Figure 5.

EGFR-mediated activation of JUN/AP-1 is essential for synergistic target gene activation and transformation of human keratinocytes by EGFR/GLI. A, top, gel shift assay demonstrating the activation of AP-1 DNA binding activity by EGF treatment of HaCaT keratinocytes. Inhibition of MEK/ERK function by U0126 treatment abolished EGF-induced activation of AP-1. As negative control, a mutated (− lanes) instead of wild-type (+ lanes) AP-1 binding oligonucleotide was used.

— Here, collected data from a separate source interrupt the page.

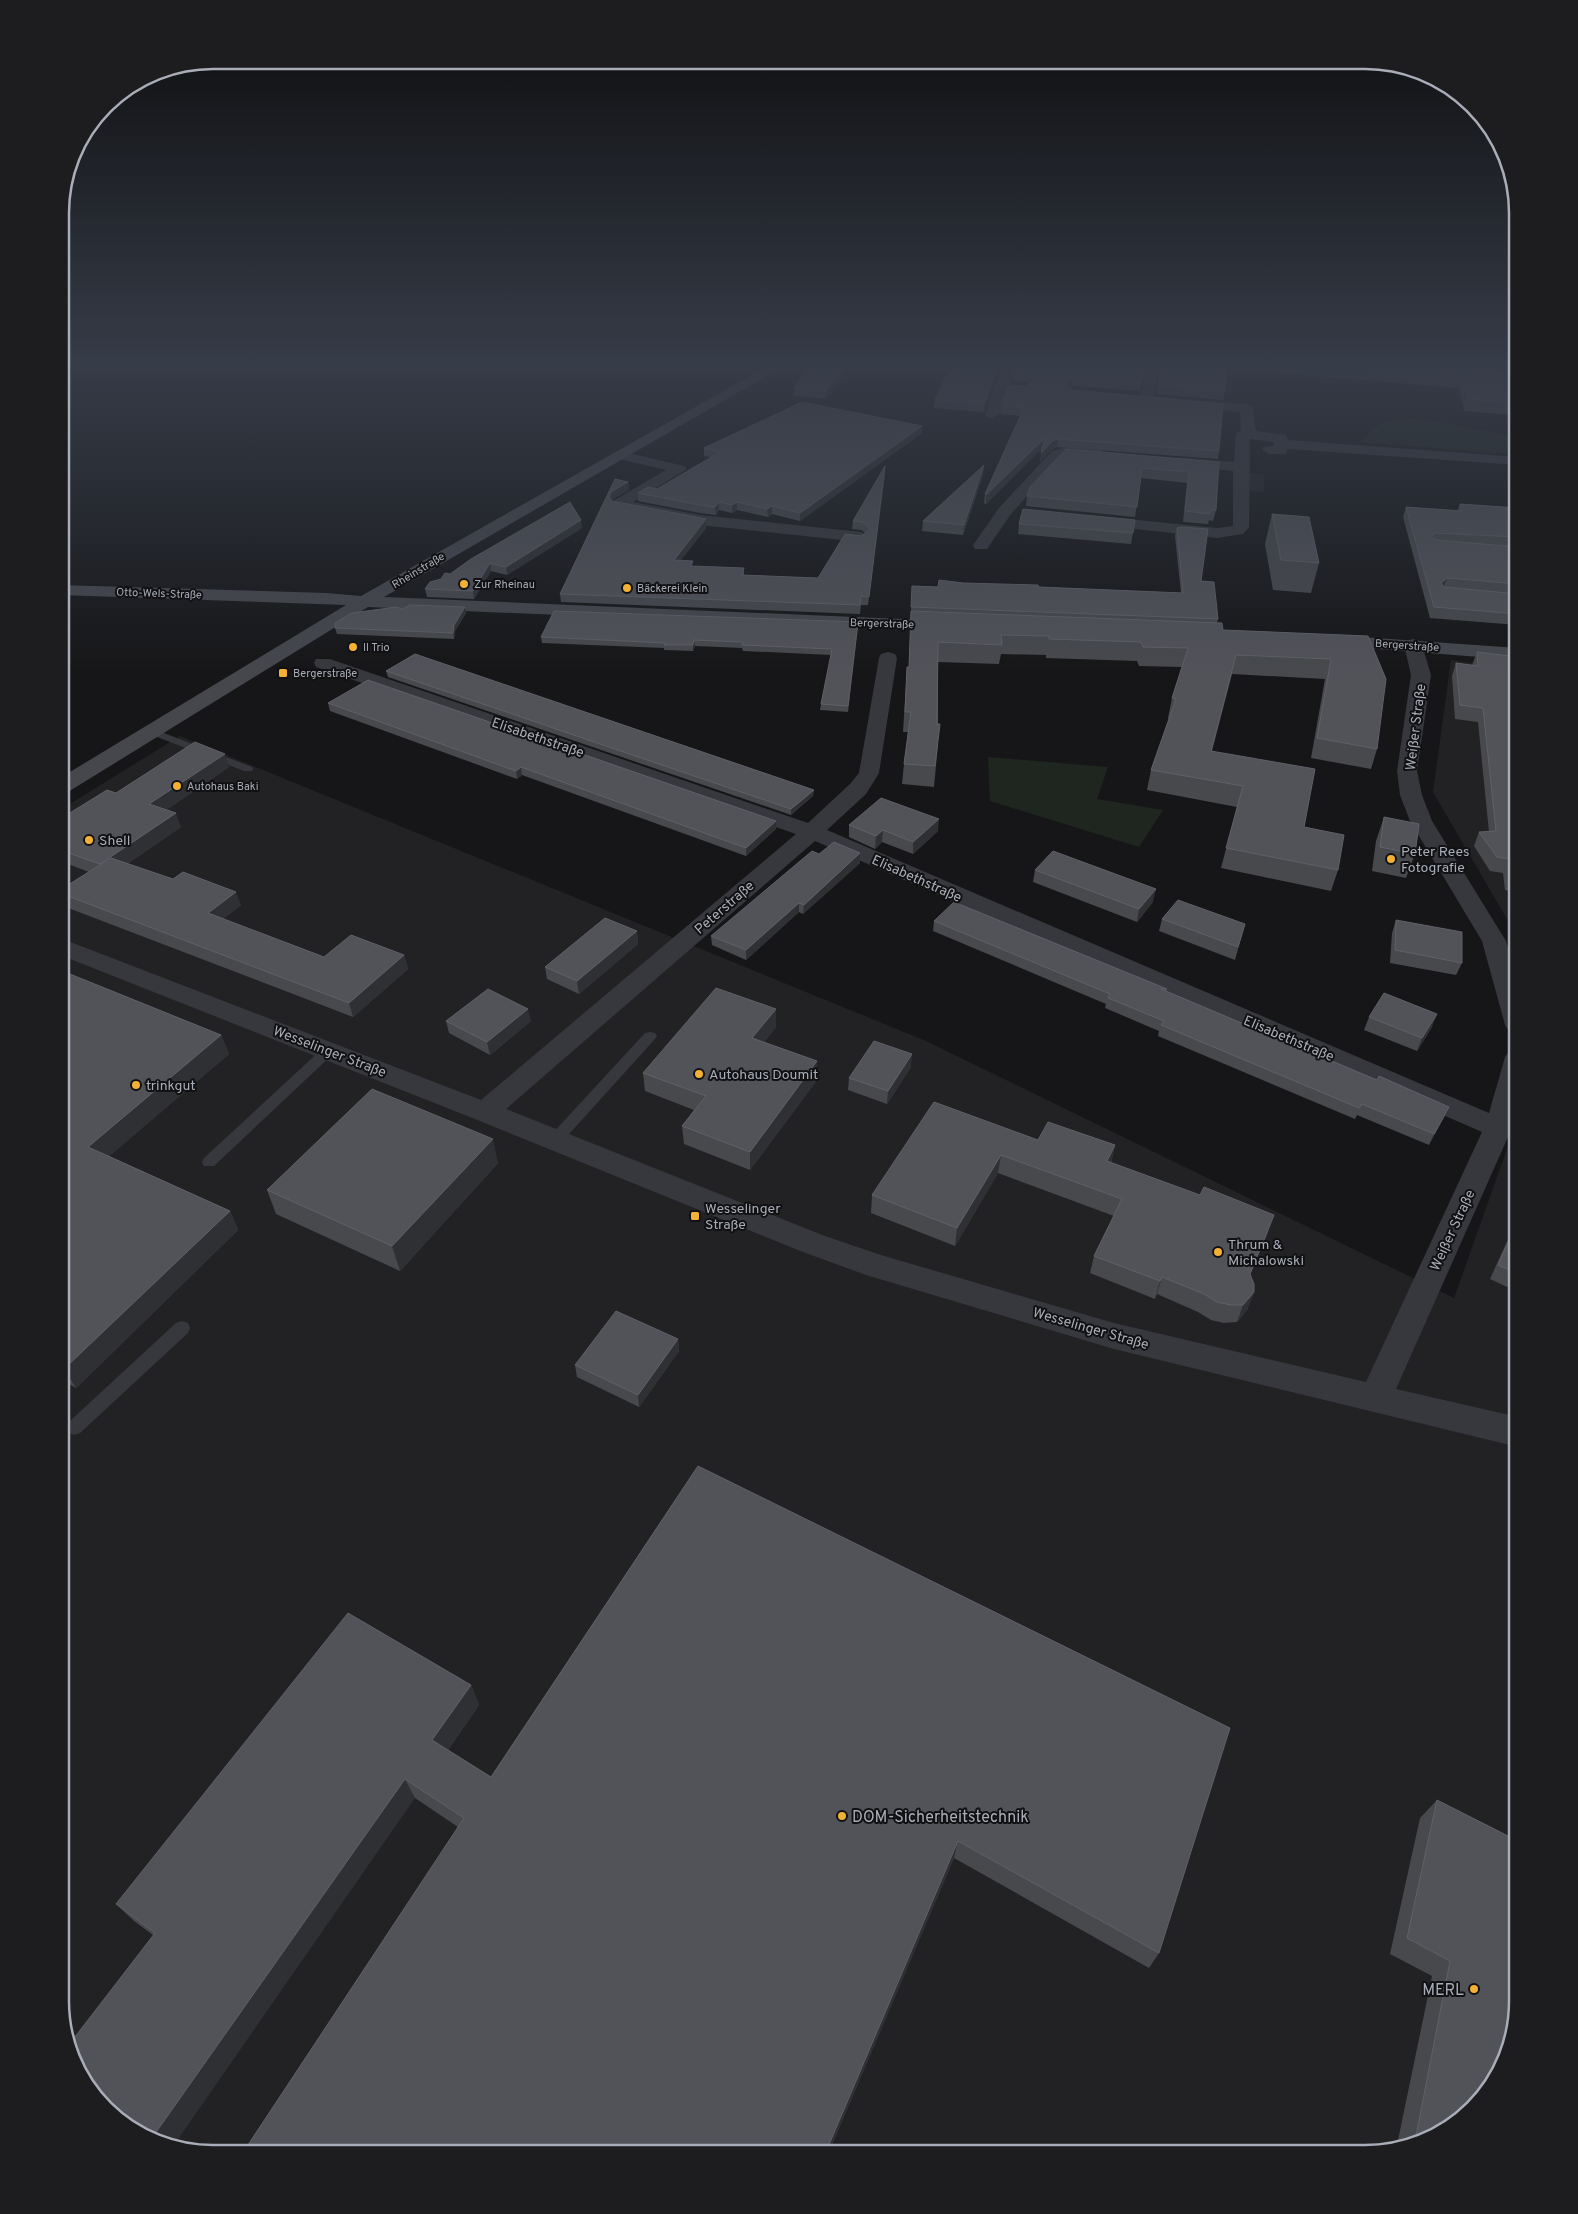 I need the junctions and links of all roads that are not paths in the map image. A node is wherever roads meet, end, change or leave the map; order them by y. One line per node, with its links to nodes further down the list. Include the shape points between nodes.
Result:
1 (600, 466): 13 (street, Rheinstraße)
2 (671, 466): 9 (street, via 679,468 619,504 700,520)
3 (1046, 466): 6 (street)
4 (1234, 466): 5 (street)
5 (1241, 467): 8 (street, via 1241,527 1237,531 1217,533)
6 (1006, 511): 7 (street); 10 (street)
7 (1025, 513)
8 (1082, 519)
9 (862, 537)
10 (981, 545)
11 (69, 590): 12 (street, Otto-Wels-Straße)
12 (257, 596): 13 (street, Otto-Wels-Straße); 15 (street, Otto-Wels-Straße, via 304,615)
13 (366, 602): 14 (street, Bergerstraße); 15 (street, Rheinstraße)
14 (962, 626)
15 (305, 638): 21 (street, Rheinstraße)
16 (1318, 640): 17 (street, Bergerstraße)
17 (1413, 645): 18 (street, Bergerstraße); 26 (street, Weißer Straße, via 1422,675 1407,771 1411,795 1421,821 1494,941)
18 (1509, 653)
19 (888, 658): 24 (street, Peterstraße, via 869,773 858,789)
20 (323, 663): 24 (street, Elisabethstraße)
21 (151, 731): 22 (lane); 23 (street, Rheinstraße)
22 (248, 769)
23 (69, 781)
24 (812, 832): 30 (street, Peterstraße); 31 (street, Elisabethstraße)
25 (69, 949): 28 (street, Wesselinger Straße)
26 (1509, 994)
27 (650, 1036): 32 (lane)
28 (329, 1050): 30 (street, Wesselinger Straße); 33 (lane)
29 (1509, 1090): 31 (street, Weißer Straße)
30 (485, 1112): 32 (street, Wesselinger Straße)
31 (1498, 1128): 35 (street, Weißer Straße)
32 (555, 1140): 35 (street, Wesselinger Straße, via 877,1266 1114,1336)
33 (209, 1162)
34 (182, 1328): 36 (lane, via 74,1428)
35 (1375, 1398): 37 (street, Wesselinger Straße)
36 (69, 1426)
37 (1509, 1430) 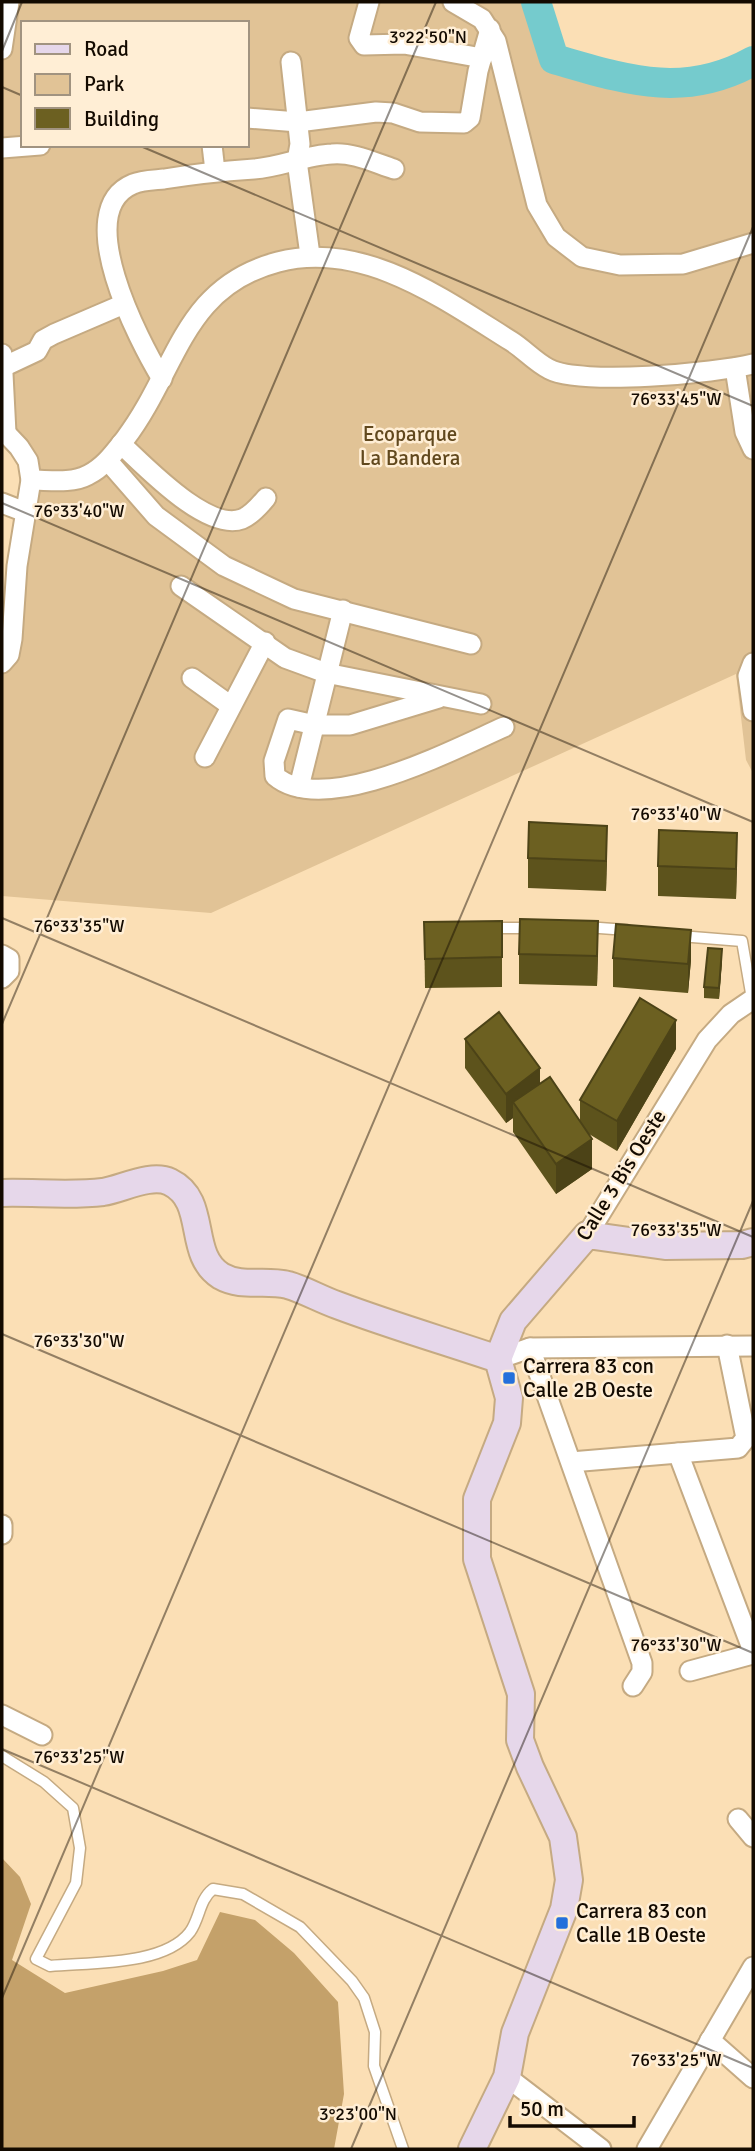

Bottom, Western blot analysis showing that EGF treatment of HaCaT cells induces phosphorylation of JUN (pJun) via activation of EGFR/MEK/ERK signaling. EGFR was inhibited by gefitinib (Gef), MEK by UO126, AKT by wortmannin (Wort), and JNK by SP600125 treatment. B, siRNA knockdown of JUN expression selectively interferes with the synergistic activation of EGF-dependent GLI target genes, such as IL1R2, ARC, or EGR3. Synergistic activation of GLI/EGF targets was achieved by GLI1 expression and simultaneous EGF treatment (10 ng/mL; ref. 17). C, ChIP analysis showing JUN binding to AP-1 sites in the promoter region of EGF-dependent direct GLI target genes (IL1R2, JAG2, and S100A9). RPL30 and PTCH were used as negative and JUN bound to its own promoter as positive control (48). D, RNAi-mediated knockdown of JUN (shRNA-cJun) inhibits anchorage-independent growth induced by combined activation of EGFR and GLI1.